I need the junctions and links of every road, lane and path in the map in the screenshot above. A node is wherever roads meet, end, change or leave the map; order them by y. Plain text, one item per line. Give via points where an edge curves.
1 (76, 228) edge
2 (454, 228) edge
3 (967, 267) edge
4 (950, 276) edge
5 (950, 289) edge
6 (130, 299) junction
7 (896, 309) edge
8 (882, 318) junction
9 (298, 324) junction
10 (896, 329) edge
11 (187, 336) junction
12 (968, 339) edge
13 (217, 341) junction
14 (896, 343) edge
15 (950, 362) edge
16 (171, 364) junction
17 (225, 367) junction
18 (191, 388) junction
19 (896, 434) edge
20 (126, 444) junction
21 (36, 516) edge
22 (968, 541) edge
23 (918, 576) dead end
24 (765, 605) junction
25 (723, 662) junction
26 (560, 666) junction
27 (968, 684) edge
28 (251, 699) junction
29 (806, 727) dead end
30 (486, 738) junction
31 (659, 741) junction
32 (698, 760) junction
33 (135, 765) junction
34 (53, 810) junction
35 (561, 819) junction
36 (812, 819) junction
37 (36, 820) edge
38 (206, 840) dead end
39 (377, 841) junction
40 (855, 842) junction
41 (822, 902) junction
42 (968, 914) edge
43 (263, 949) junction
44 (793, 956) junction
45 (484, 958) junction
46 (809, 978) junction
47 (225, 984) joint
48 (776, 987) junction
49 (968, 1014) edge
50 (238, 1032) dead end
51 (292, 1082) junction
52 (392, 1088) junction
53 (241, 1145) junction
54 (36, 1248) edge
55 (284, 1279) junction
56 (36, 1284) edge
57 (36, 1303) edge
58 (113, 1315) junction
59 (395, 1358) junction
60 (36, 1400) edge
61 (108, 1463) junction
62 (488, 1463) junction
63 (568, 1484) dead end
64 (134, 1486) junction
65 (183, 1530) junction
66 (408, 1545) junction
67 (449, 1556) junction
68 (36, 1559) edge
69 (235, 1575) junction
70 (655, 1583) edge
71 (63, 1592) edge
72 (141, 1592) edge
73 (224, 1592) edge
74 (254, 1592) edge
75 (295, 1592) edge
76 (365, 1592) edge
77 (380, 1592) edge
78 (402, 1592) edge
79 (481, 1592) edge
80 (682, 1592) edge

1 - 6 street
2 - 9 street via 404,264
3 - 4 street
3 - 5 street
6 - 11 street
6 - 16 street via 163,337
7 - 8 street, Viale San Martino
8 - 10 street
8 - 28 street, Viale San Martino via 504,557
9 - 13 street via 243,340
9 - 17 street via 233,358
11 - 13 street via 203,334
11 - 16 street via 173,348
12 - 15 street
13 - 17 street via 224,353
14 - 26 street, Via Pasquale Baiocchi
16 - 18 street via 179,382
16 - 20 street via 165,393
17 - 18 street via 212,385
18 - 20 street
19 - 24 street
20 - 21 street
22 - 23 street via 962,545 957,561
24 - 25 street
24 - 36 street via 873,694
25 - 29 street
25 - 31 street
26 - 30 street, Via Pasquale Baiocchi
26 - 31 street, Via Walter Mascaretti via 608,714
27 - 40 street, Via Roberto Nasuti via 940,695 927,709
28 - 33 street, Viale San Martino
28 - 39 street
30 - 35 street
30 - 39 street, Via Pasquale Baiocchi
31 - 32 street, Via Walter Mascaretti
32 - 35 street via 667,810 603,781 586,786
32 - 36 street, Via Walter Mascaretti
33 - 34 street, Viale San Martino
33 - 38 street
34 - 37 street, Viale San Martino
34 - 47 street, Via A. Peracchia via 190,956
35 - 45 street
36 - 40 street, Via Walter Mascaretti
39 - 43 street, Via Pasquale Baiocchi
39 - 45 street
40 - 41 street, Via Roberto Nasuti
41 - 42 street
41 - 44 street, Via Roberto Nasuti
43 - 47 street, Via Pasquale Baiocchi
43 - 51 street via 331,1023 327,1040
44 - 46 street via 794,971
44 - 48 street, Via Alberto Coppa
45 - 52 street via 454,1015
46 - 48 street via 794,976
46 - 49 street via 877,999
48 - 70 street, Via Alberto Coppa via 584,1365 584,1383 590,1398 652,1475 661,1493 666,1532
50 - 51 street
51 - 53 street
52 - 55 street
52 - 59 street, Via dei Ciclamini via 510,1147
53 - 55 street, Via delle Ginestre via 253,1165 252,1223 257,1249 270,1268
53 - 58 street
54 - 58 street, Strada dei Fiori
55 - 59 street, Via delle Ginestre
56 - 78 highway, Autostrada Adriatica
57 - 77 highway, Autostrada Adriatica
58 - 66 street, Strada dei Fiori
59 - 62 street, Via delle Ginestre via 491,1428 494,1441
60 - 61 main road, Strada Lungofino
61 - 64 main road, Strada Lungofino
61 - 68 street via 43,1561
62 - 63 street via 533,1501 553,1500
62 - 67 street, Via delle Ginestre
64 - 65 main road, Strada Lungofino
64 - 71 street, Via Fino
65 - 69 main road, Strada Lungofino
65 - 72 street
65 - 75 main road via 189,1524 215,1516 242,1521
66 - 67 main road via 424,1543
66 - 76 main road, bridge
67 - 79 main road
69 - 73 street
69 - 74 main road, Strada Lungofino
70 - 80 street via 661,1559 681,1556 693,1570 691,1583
■ ■ ■
## Task to carry out
Copy each line of the preceding material that contains "main".

## Task answer
60 - 61 main road, Strada Lungofino
61 - 64 main road, Strada Lungofino
64 - 65 main road, Strada Lungofino
65 - 69 main road, Strada Lungofino
65 - 75 main road via 189,1524 215,1516 242,1521
66 - 67 main road via 424,1543
66 - 76 main road, bridge
67 - 79 main road
69 - 74 main road, Strada Lungofino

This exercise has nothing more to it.